The R package *Artificial Intelligence for Education (aifeducation)* is
designed for the special requirements of educators, educational
researchers, and social researchers. The target audience of this package
are educators and researchers with no coding skills who would like to
develop their own models, as well as people who would like to use those
models created by other researchers/educators.
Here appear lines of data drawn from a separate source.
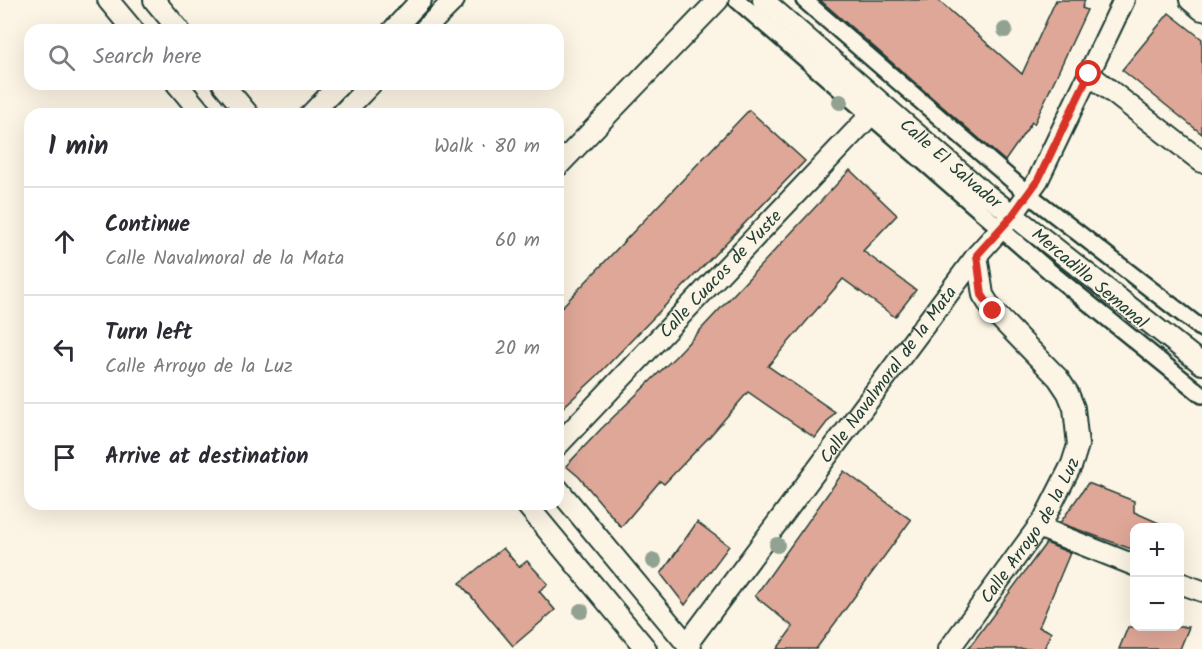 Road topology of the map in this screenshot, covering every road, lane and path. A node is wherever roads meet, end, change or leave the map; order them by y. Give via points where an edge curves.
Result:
1 (108, 0) edge
2 (154, 0) edge
3 (454, 0) edge
4 (718, 0) edge
5 (737, 0) edge
6 (763, 0) edge
7 (804, 0) edge
8 (1124, 0) edge
9 (1190, 0) edge
10 (411, 4) edge
11 (1202, 10) edge
12 (128, 24) edge
13 (174, 24) edge
14 (397, 24) edge
15 (430, 24) edge
16 (1089, 74) junction
17 (182, 90) edge
18 (228, 90) edge
19 (334, 90) edge
20 (365, 90) edge
21 (881, 104) junction
22 (197, 108) edge
23 (243, 108) edge
24 (317, 108) edge
25 (348, 108) edge
26 (564, 160) edge
27 (1202, 162) edge
28 (1028, 194) junction
29 (1006, 222) junction
30 (977, 255) junction
31 (1202, 329) edge
32 (1202, 364) edge
33 (1202, 395) edge
34 (564, 438) edge
35 (564, 496) edge
36 (531, 510) edge
37 (1038, 527) junction
38 (1130, 563) edge
39 (1184, 585) edge
40 (1202, 591) edge
41 (689, 647) edge
42 (646, 649) edge
43 (949, 649) edge

1 - 12 street
2 - 13 street
3 - 15 street
4 - 26 street
5 - 29 street, Mercadillo Semanal
6 - 21 street, Calle El Salvador
7 - 28 street, Mercadillo Semanal
8 - 16 street, Calle Navalmoral de la Mata
9 - 11 street
10 - 14 street
16 - 27 street
16 - 28 street, Calle Navalmoral de la Mata
17 - 22 street
18 - 23 street
19 - 24 street
20 - 25 street
21 - 29 street, Calle El Salvador
21 - 34 street, Calle Cuacos de Yuste
28 - 29 street, Calle Navalmoral de la Mata
28 - 31 street, Mercadillo Semanal
29 - 30 street, Calle Navalmoral de la Mata
29 - 32 street, Calle El Salvador
29 - 33 street, Mercadillo Semanal via 1054,275
30 - 37 street, Calle Arroyo de la Luz via 982,295 1058,378 1074,408 1078,445
30 - 41 street, Calle Navalmoral de la Mata
35 - 41 street
36 - 42 street
37 - 38 street
37 - 43 street, Calle Arroyo de la Luz
39 - 40 street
The package supports the
application of Artificial Intelligence (AI) for Natural Language
Processing tasks such as text embedding and classification under the
special conditions of the educational and social sciences.

## Features Overview

-   Simple usage of artificial intelligence by providing routines for
    the most important tasks of educators and researchers from social
    and educational sciences.
-   Provides a graphical user interface (AI for Education - Studio), allowing
    users to work with AI without the need for coding skills.
-   Supports 'PyTorch' as the core machine learning framework which is
    widely used in research.
-   Implements the advantages of the python library 'datasets',
    increasing computational speed and allowing the use of very large data
    sets.
-   Uses safetensors for saving models in 'PyTorch'.
-   Supports pre-trained language models from Hugging Face.
-   Supports ModernBERT, MPNet, BERT, RoBERTa, Longformer, and Funnel
    Transformer for creating context-sensitive text embedding.
-   Makes sharing pre-trained models very easy.
-   Integrates sustainability tracking.
-   Integrates special statistical techniques for dealing with data
    structures common in the social and educational sciences.
-   Supports the classification of long text documents.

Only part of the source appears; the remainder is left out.